** Work to be completed **
A single number is required: how many lines of the listing below include the word "Digitize".

** Given information **
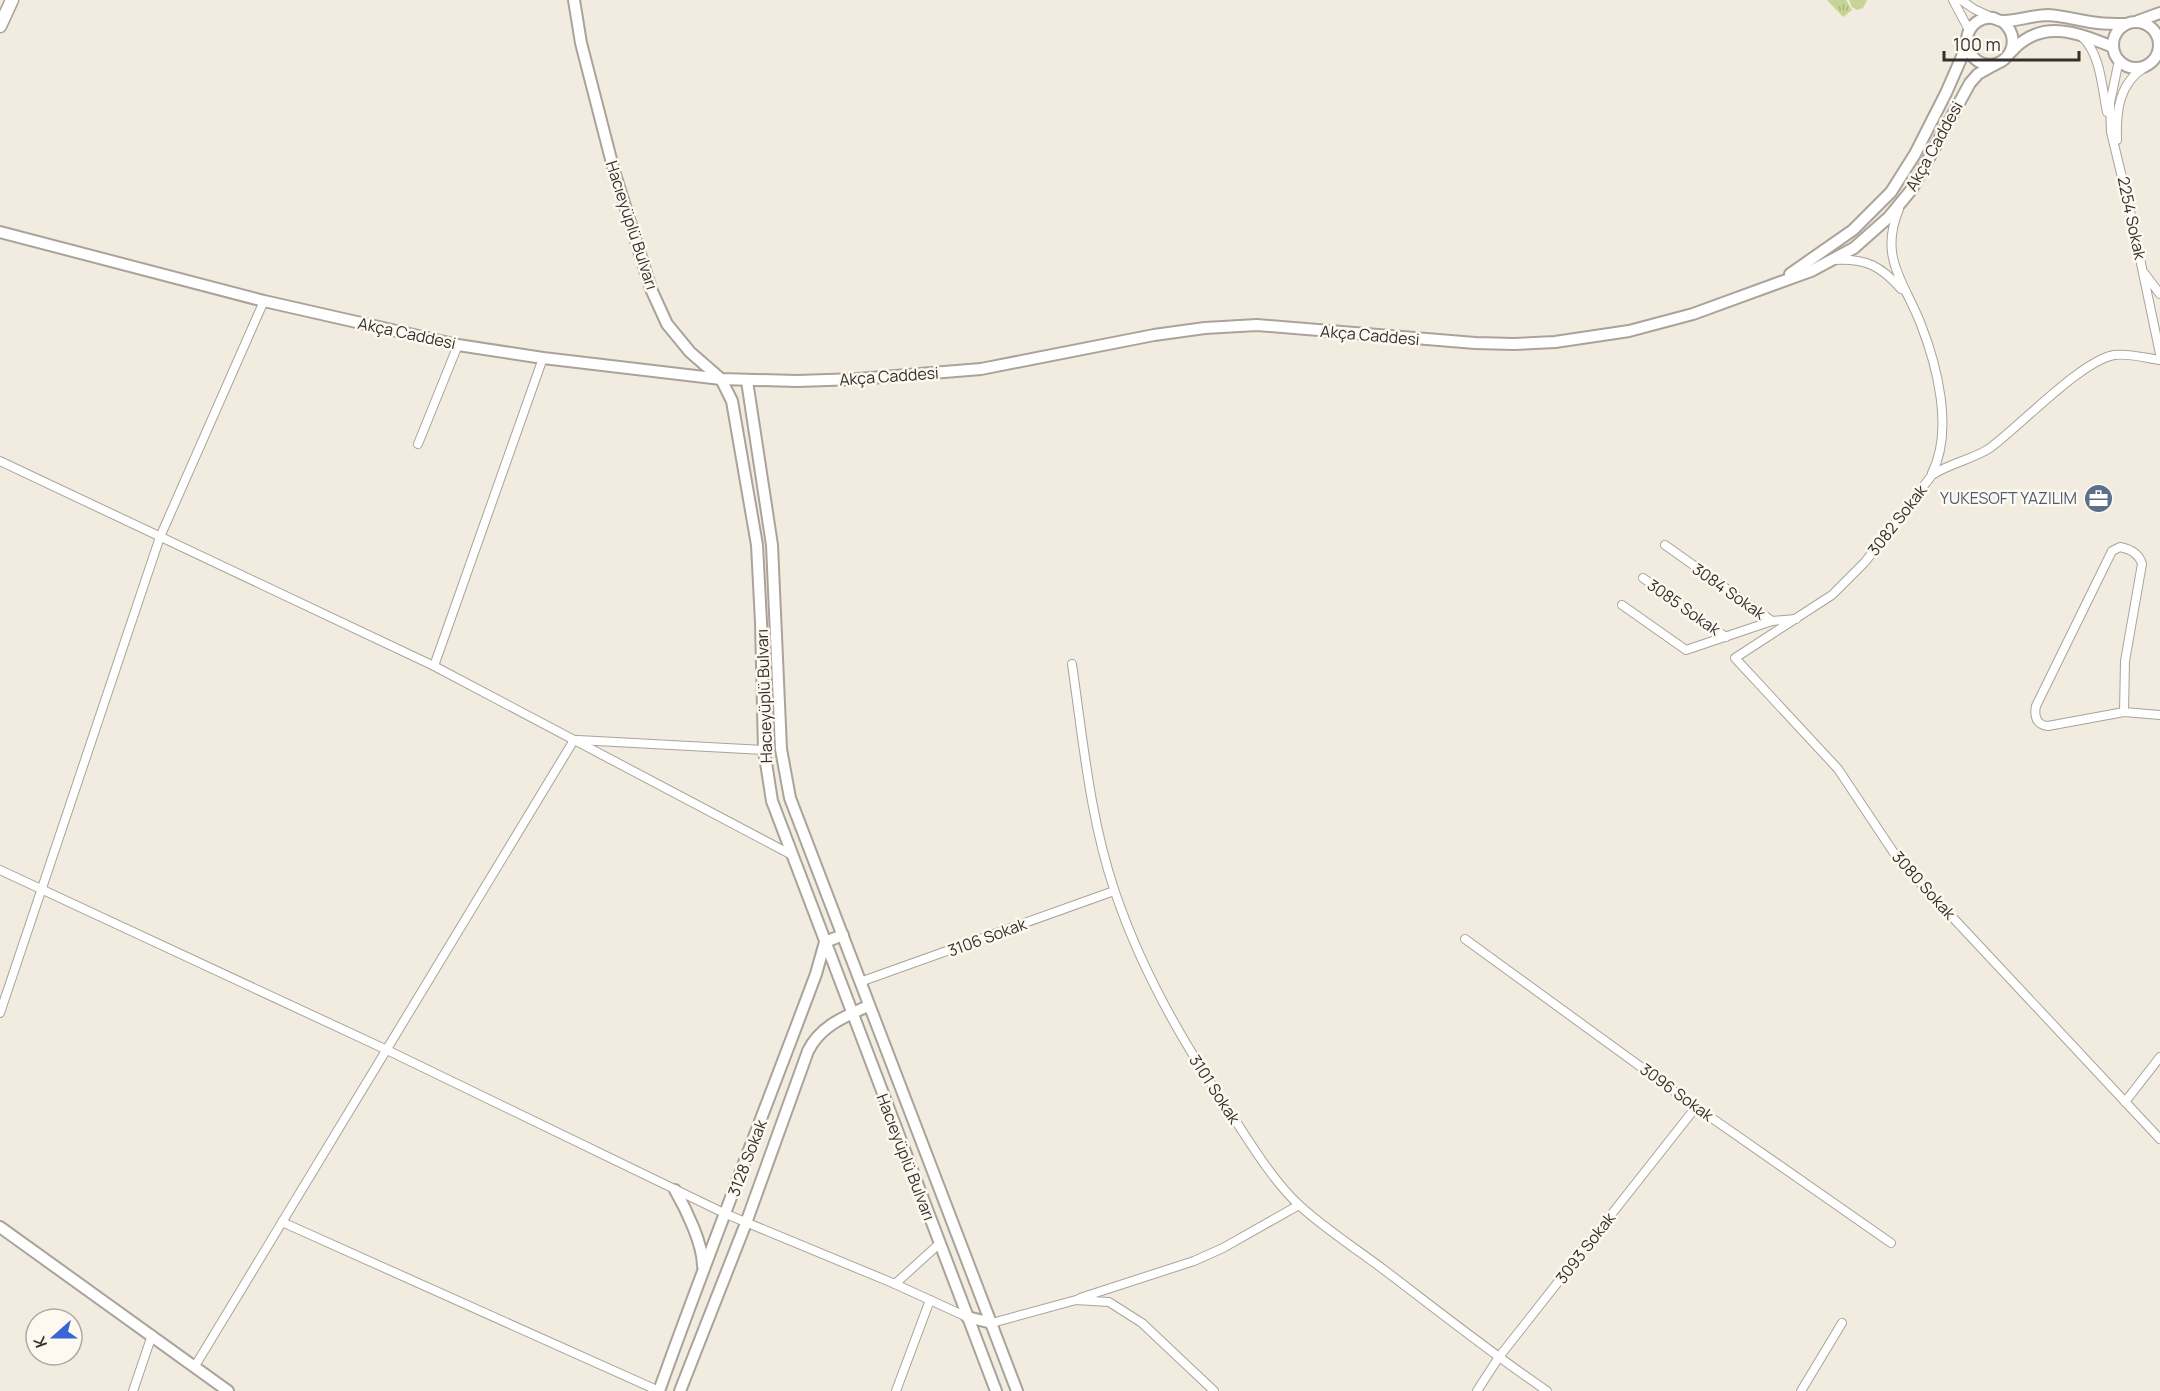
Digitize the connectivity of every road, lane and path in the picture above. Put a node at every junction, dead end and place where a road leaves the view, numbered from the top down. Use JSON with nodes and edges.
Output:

...

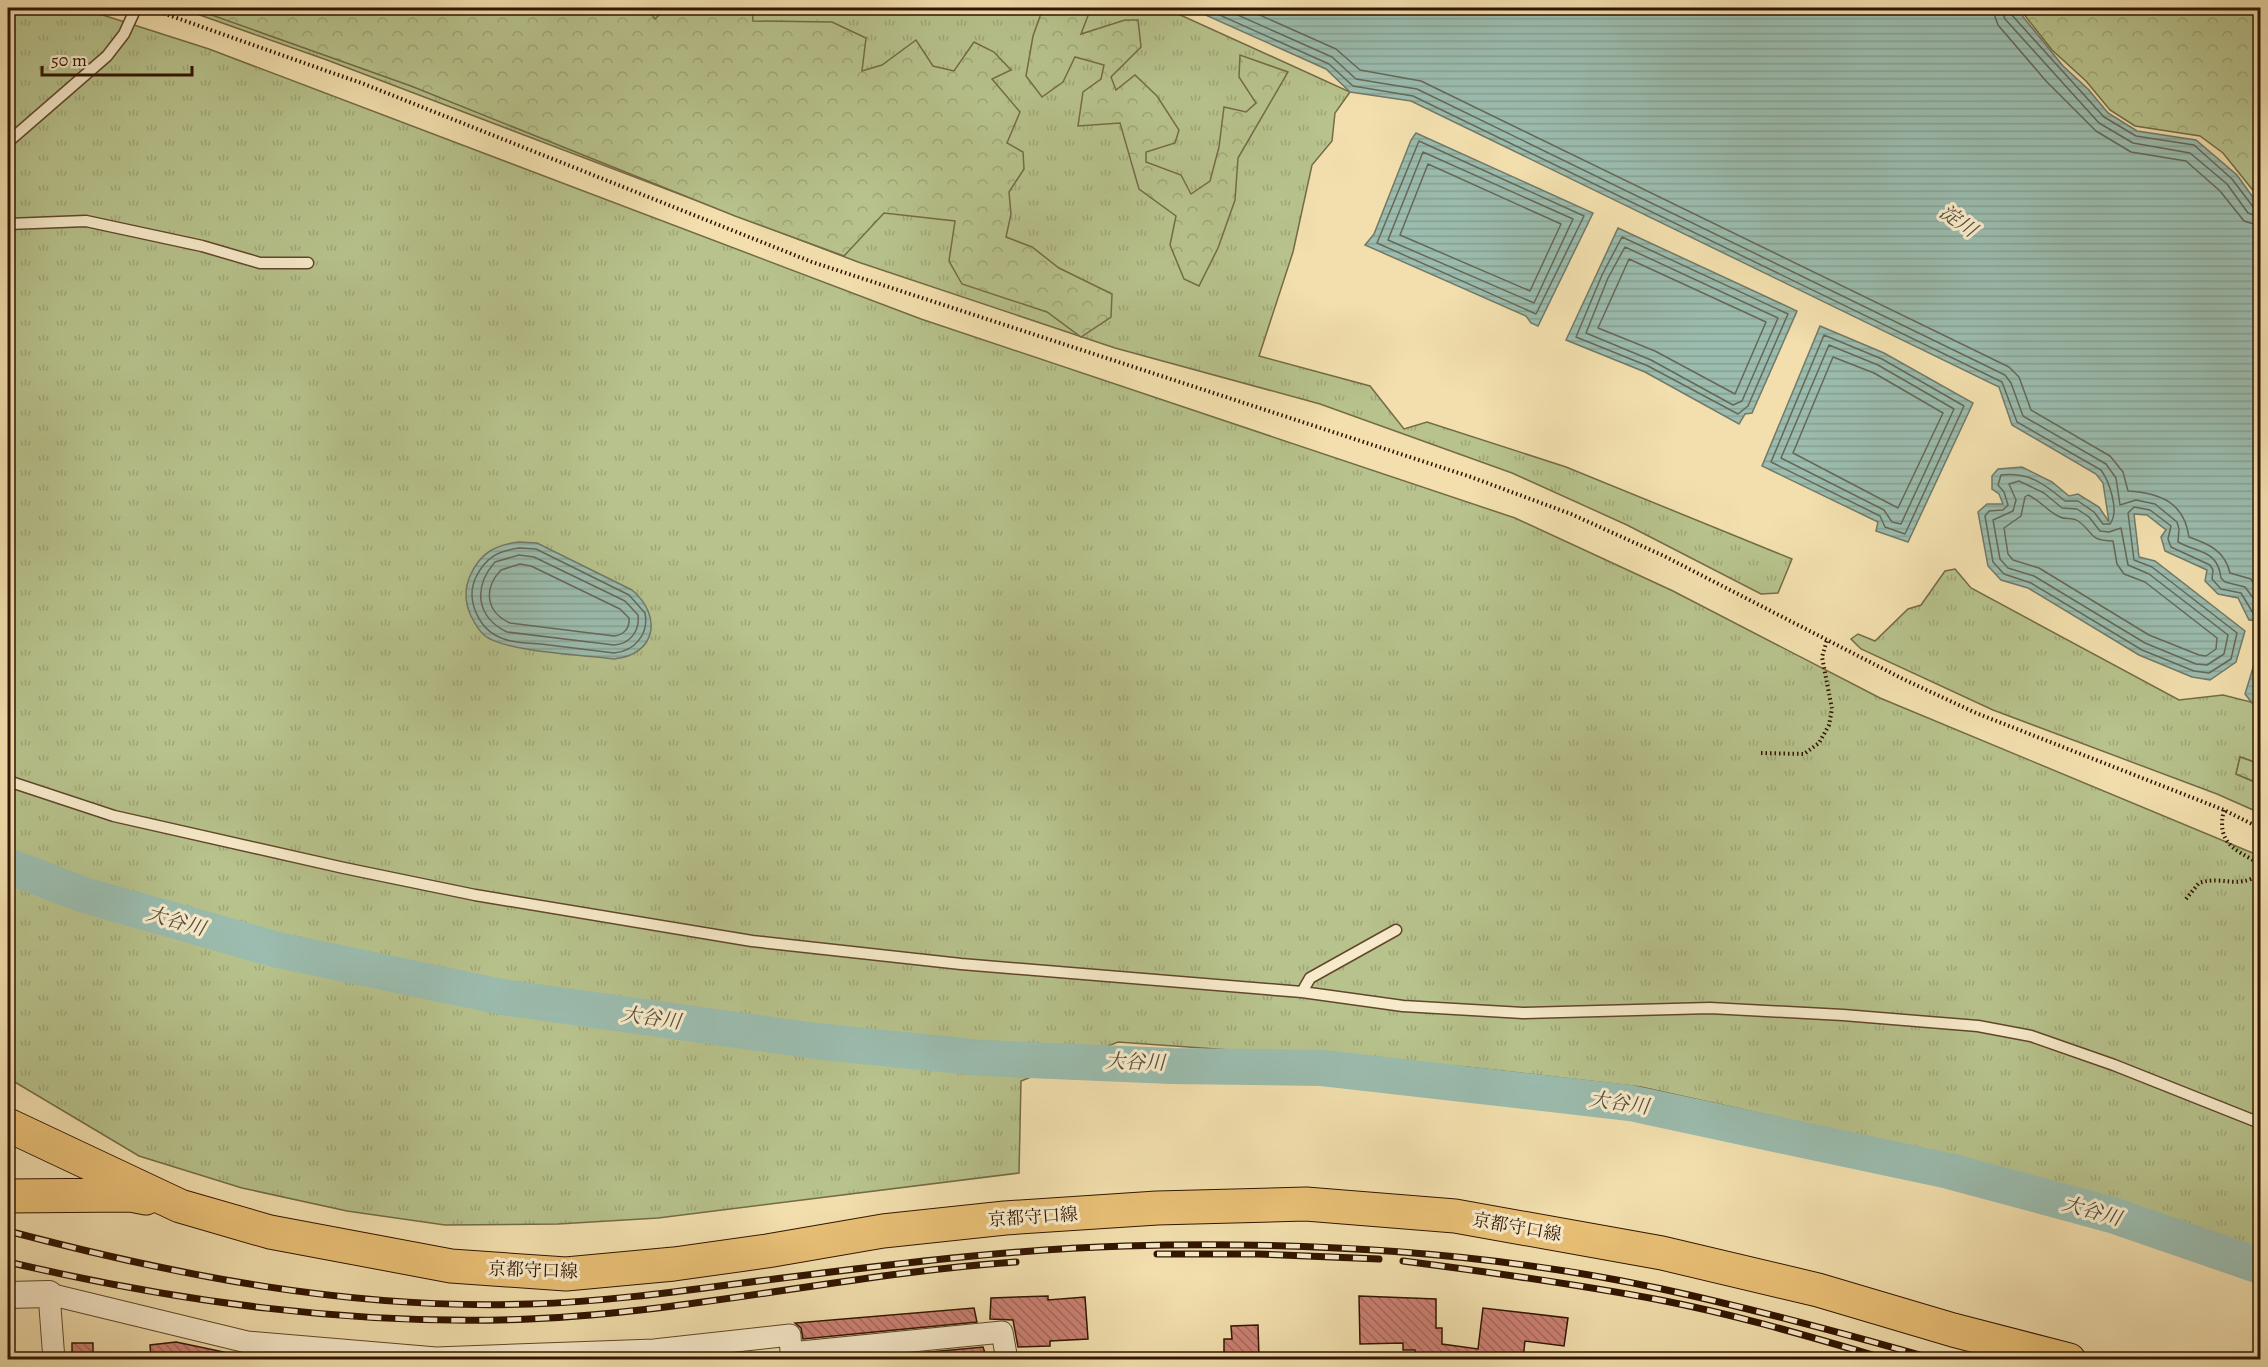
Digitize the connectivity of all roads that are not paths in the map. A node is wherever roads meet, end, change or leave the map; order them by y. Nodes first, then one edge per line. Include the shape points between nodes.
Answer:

** Finished task **
2